BEGIN

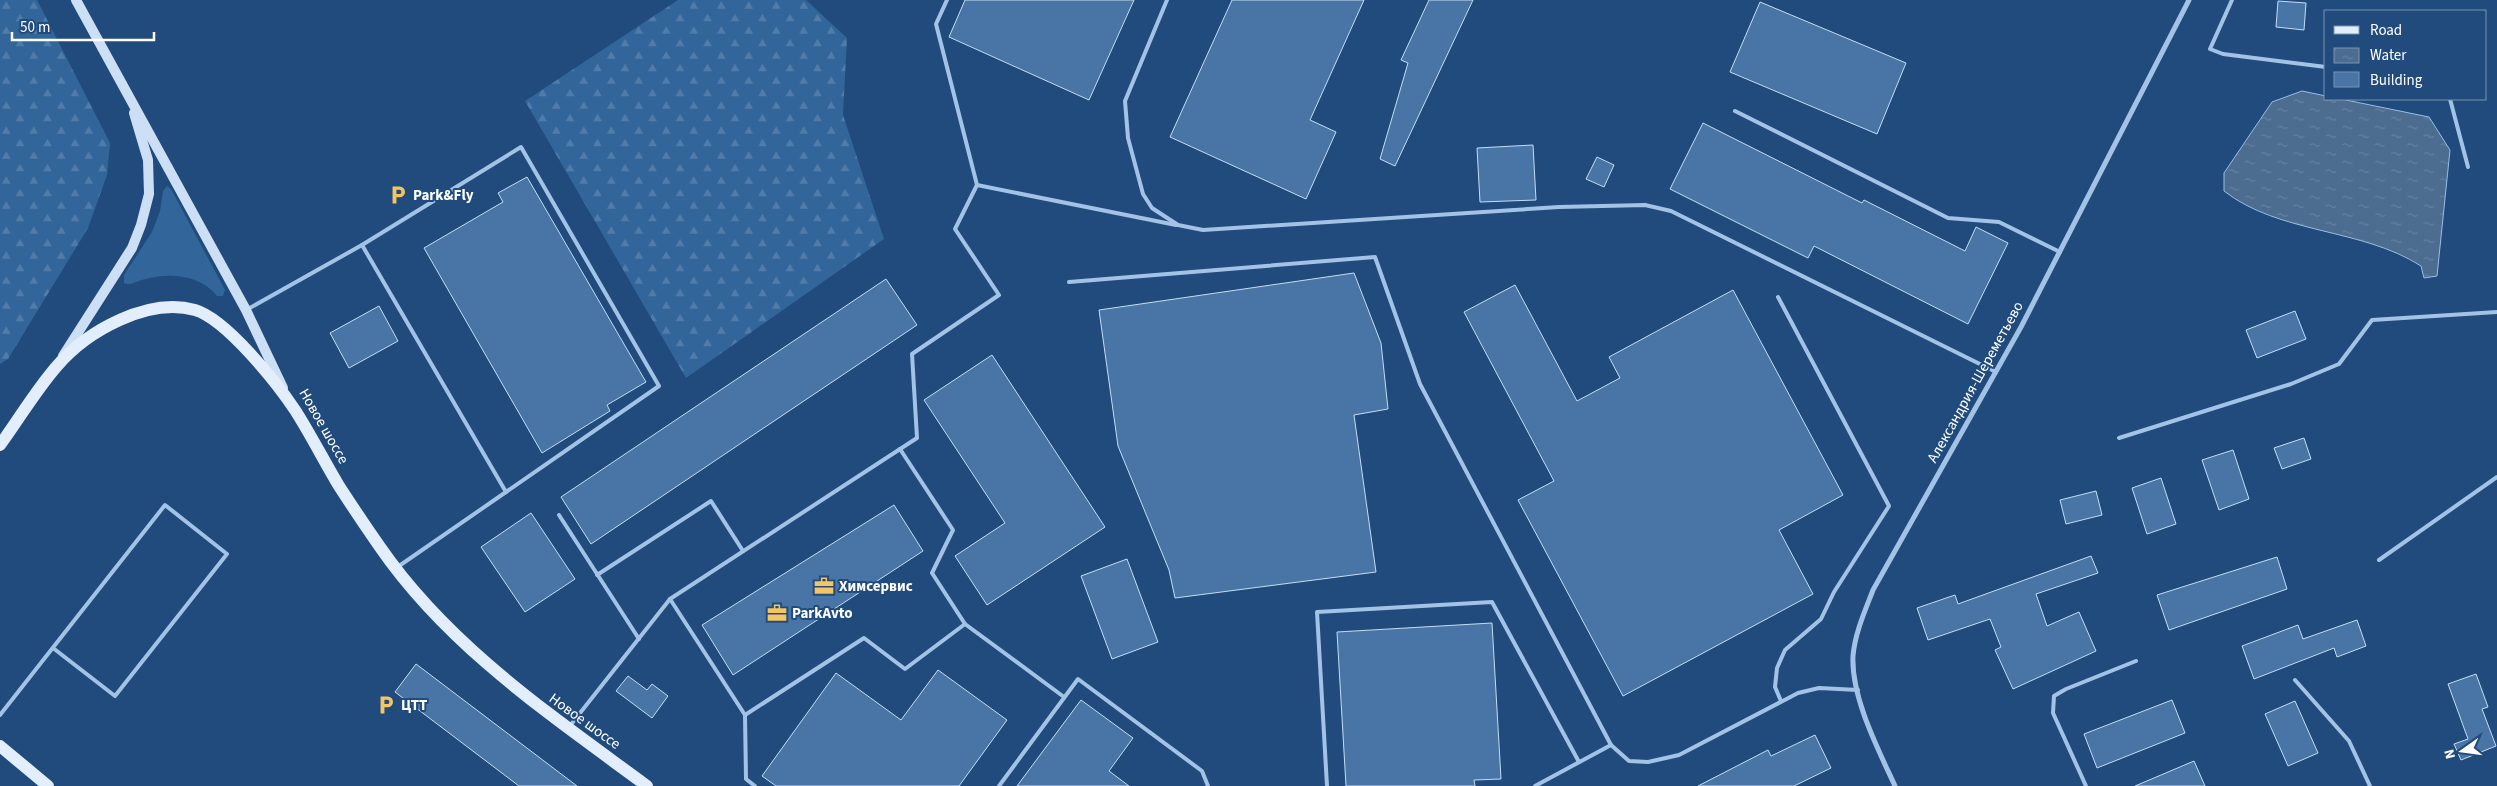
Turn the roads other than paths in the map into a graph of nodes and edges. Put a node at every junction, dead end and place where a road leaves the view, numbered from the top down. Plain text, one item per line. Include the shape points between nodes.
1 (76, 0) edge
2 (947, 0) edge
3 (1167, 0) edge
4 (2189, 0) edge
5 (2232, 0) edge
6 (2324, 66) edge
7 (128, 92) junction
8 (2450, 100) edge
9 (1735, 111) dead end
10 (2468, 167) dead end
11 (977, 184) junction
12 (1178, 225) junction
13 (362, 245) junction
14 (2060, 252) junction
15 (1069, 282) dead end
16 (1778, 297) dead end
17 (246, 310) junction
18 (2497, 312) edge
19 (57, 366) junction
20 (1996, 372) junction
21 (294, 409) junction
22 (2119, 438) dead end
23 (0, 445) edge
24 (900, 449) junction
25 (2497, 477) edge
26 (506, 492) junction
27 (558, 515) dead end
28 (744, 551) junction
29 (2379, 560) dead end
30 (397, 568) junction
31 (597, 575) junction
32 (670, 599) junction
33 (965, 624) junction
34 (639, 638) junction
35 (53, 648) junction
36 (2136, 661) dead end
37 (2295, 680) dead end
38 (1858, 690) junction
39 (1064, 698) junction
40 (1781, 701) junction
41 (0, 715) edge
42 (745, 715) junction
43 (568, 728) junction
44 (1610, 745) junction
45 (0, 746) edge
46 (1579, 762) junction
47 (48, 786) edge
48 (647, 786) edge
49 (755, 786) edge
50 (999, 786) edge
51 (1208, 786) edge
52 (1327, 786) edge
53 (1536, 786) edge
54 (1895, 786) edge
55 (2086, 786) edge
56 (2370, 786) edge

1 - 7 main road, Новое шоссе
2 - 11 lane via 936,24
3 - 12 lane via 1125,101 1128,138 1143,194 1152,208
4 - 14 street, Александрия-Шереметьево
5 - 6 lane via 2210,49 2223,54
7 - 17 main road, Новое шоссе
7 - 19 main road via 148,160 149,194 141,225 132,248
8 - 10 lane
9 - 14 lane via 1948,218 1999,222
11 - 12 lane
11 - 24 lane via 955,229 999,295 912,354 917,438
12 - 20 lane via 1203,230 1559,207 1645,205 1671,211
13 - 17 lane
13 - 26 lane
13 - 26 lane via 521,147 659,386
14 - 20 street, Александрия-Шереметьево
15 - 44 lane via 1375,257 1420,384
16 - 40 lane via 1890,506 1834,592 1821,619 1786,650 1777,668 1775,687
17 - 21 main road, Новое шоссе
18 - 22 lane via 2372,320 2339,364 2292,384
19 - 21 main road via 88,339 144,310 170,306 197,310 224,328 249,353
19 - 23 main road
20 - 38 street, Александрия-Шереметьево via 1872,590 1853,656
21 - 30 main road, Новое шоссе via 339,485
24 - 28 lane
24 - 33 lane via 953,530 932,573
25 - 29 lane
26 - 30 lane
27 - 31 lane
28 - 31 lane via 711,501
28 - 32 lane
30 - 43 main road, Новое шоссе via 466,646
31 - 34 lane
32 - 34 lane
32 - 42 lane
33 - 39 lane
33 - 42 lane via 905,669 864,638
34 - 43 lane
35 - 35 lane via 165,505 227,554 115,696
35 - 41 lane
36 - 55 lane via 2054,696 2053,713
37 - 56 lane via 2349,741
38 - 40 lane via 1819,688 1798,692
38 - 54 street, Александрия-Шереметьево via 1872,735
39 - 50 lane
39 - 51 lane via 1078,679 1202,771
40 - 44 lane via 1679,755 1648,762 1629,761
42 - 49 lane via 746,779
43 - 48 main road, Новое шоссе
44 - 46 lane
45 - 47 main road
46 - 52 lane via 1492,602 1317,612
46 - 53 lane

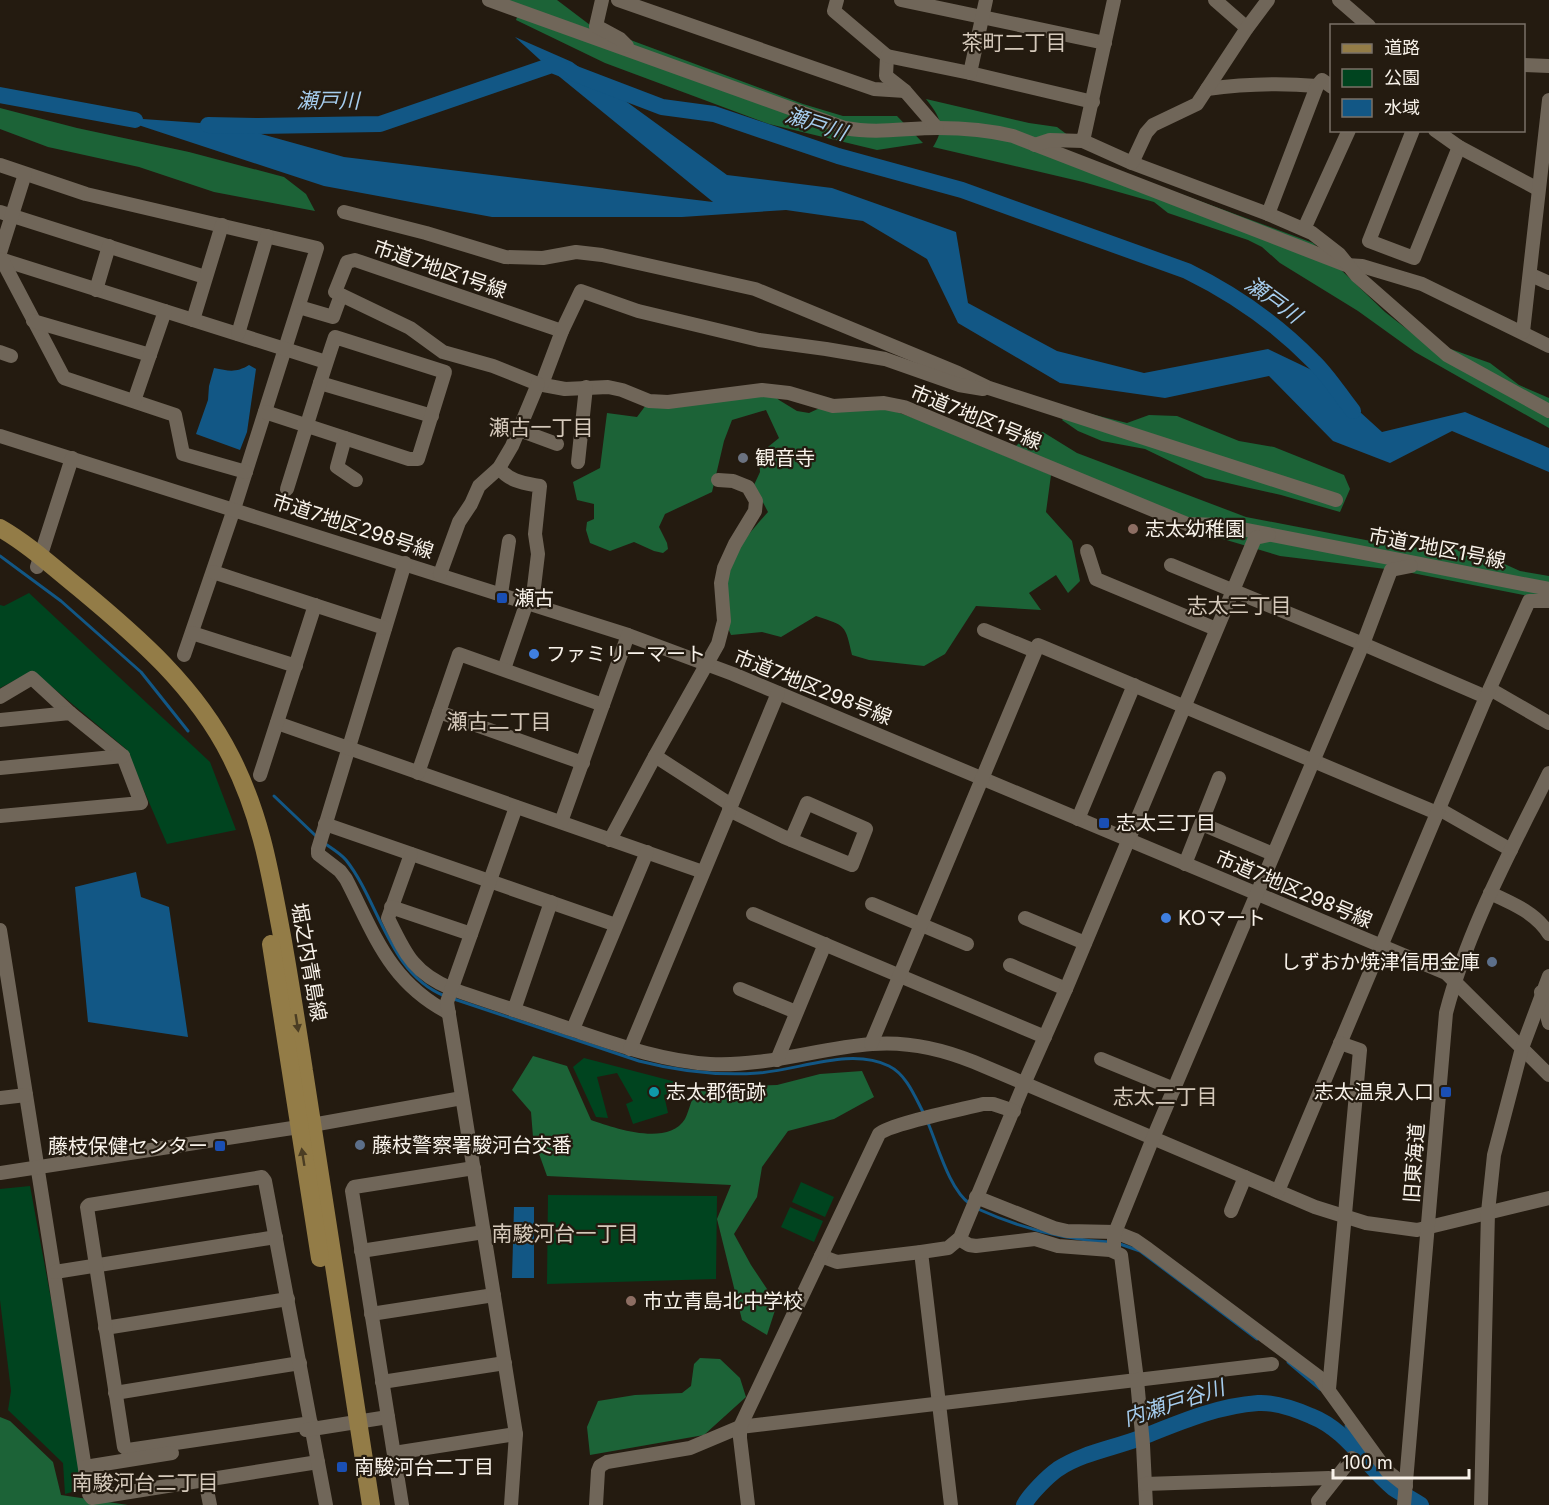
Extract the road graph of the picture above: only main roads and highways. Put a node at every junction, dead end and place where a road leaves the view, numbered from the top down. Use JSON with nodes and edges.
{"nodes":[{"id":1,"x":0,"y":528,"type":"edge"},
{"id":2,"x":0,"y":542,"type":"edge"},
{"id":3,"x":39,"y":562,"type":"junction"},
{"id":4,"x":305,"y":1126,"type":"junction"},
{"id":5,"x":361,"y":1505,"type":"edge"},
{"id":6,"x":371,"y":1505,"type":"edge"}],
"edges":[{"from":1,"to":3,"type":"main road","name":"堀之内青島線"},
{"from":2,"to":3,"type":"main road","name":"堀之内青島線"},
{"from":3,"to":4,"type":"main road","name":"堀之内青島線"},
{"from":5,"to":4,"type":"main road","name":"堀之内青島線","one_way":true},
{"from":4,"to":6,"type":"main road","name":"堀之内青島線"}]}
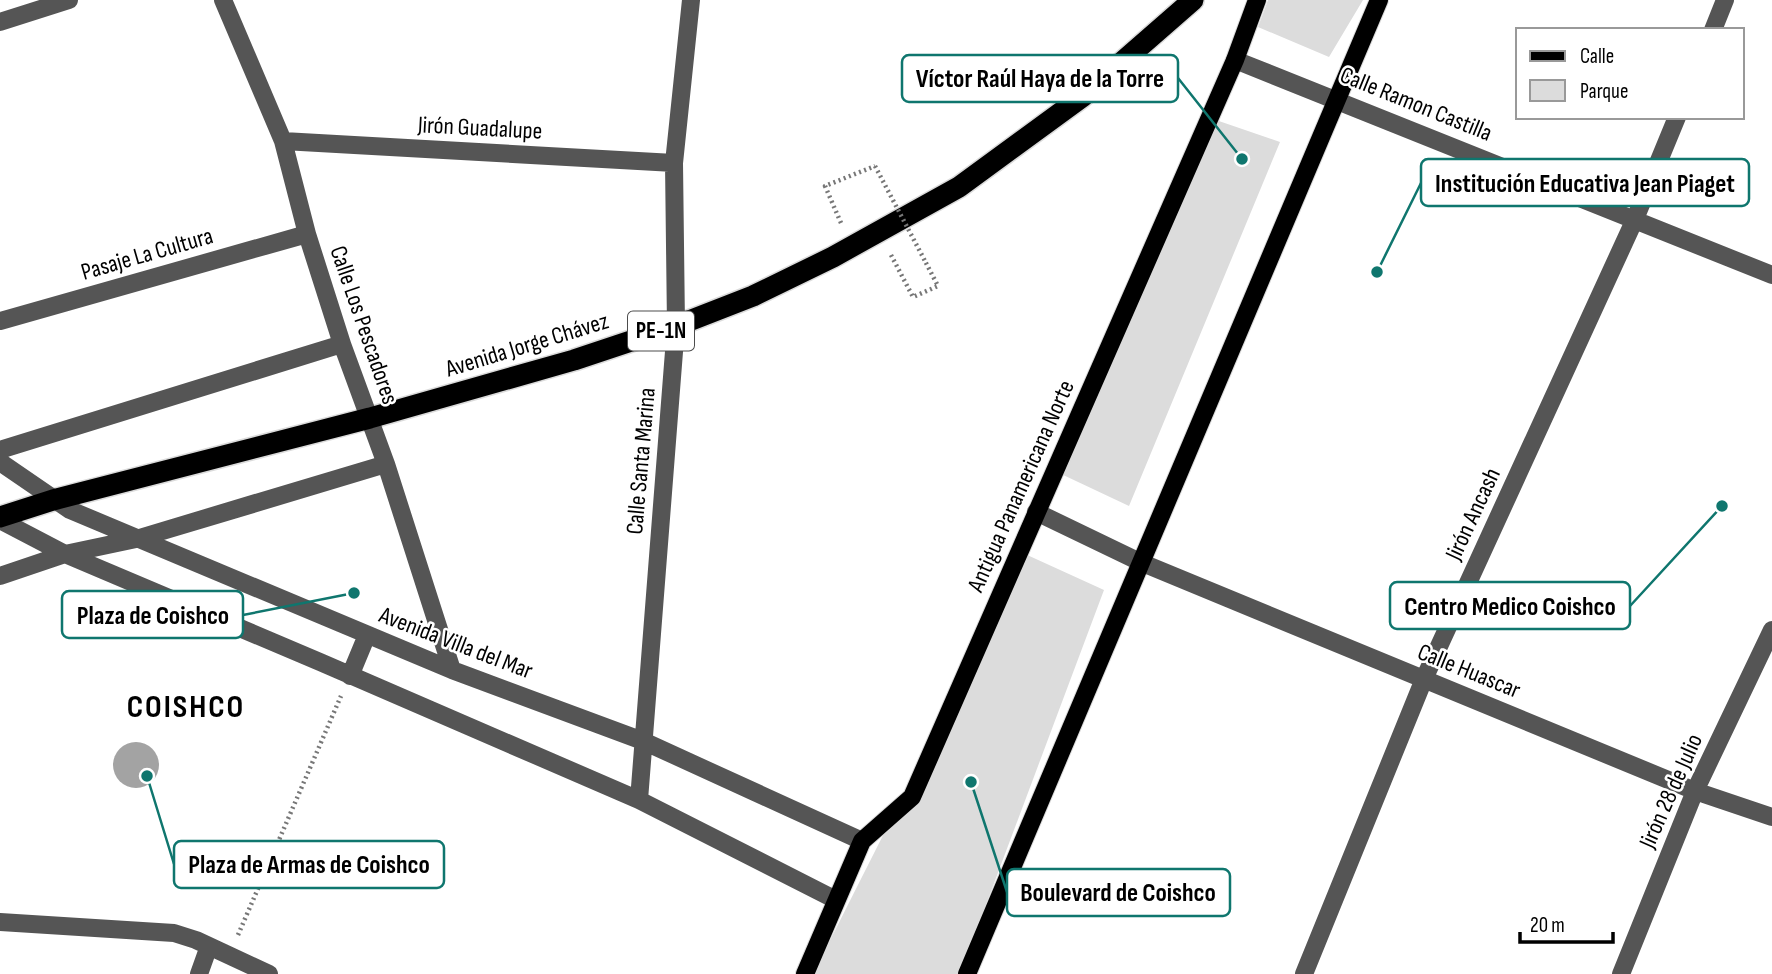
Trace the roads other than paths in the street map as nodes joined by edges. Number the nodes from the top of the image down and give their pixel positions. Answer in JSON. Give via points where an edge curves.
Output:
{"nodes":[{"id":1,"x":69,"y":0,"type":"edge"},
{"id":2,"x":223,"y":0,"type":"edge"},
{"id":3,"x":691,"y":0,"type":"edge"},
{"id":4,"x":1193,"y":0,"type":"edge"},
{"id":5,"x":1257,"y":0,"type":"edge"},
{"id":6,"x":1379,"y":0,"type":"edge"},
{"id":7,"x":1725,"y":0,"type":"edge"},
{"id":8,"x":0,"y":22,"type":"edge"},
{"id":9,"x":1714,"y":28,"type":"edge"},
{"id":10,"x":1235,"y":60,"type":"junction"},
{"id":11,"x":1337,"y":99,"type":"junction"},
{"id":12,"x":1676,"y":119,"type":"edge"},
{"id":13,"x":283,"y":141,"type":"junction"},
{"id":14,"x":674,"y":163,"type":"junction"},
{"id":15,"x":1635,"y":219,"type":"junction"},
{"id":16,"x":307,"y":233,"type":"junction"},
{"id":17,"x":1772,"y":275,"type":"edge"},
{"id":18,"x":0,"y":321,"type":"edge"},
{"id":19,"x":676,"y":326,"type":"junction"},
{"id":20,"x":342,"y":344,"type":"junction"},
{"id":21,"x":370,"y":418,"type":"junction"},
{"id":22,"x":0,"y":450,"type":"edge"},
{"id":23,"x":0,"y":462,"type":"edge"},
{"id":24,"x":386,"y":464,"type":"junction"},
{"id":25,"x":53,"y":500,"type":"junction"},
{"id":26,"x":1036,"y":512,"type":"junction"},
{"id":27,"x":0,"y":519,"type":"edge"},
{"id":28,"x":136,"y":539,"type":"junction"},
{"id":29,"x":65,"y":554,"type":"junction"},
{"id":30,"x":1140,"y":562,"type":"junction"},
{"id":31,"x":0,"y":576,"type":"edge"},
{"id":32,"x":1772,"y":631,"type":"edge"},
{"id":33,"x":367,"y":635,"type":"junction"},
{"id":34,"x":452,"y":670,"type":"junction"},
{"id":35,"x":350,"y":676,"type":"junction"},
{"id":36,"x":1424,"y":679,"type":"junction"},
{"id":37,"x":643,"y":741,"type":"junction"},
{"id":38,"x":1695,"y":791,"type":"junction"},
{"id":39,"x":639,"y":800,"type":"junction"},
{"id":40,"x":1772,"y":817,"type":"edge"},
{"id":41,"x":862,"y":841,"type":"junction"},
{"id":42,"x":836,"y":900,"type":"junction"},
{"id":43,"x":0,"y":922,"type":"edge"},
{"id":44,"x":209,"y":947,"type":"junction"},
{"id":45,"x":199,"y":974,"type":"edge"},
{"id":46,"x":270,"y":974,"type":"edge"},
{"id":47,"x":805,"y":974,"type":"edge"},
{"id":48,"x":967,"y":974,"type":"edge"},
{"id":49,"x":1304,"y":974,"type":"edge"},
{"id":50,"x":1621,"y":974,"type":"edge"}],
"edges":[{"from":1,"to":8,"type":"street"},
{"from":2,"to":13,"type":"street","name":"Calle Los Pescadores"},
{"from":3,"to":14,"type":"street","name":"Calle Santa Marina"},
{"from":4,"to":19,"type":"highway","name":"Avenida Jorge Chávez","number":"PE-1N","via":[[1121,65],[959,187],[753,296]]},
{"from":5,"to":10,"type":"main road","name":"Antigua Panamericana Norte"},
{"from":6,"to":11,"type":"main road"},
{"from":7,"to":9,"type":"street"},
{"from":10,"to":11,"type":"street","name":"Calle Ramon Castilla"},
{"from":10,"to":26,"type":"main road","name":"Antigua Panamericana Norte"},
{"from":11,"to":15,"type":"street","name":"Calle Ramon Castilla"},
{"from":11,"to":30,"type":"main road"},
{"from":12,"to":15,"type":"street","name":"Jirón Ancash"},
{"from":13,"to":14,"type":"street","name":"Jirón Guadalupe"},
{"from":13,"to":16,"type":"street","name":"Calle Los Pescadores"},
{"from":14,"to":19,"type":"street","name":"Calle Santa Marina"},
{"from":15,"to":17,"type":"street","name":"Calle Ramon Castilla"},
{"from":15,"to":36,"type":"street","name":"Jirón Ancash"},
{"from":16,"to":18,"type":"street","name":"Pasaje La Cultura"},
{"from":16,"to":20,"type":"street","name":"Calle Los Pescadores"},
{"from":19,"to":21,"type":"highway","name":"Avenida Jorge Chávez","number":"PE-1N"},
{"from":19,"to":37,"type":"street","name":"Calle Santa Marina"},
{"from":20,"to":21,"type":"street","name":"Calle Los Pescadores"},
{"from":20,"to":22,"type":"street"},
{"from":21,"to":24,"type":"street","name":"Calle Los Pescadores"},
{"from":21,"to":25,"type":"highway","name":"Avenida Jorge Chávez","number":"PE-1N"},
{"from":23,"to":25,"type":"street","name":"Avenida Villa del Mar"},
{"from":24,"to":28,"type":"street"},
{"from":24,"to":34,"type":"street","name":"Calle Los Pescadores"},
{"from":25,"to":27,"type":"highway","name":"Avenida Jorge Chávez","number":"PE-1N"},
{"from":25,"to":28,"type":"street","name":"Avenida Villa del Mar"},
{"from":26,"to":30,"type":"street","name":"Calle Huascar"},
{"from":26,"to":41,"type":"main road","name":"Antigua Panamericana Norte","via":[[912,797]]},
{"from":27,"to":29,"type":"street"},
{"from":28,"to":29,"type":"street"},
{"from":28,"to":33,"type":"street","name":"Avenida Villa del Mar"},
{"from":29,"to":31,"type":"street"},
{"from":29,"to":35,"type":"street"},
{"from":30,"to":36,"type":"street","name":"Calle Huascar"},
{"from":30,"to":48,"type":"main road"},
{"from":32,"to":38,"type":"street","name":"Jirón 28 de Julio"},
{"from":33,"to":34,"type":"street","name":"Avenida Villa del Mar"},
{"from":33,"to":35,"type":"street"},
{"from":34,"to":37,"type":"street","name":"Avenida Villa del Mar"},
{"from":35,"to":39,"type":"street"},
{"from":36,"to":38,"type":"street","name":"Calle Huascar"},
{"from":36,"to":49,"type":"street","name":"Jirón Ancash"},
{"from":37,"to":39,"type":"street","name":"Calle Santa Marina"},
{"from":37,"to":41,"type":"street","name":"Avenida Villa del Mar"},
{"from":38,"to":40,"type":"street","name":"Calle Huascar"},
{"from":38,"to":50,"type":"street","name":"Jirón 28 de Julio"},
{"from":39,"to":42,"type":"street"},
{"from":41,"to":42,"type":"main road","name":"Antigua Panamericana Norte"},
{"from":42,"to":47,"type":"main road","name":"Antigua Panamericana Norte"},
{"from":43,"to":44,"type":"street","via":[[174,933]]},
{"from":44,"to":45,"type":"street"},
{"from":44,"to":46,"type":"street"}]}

END

*Exercise*
For the word "down", find all matching lines in the entries above and copy them out.

*Output for this task*
Turn the roads other than paths in the map into a graph of nodes and edges. Put a node at every junction, dead end and place where a road leaves the view, numbered from the top down. Plain text, one item per line. Include the shape points between nodes.
Extract the road graph of the picture above: only main roads and highways. Put a node at every junction, dead end and place where a road leaves the view, numbered from the top down. Use JSON with nodes and edges.
Trace the roads other than paths in the street map as nodes joined by edges. Number the nodes from the top of the image down and give their pixel positions. Answer in JSON. Give via points where an edge curves.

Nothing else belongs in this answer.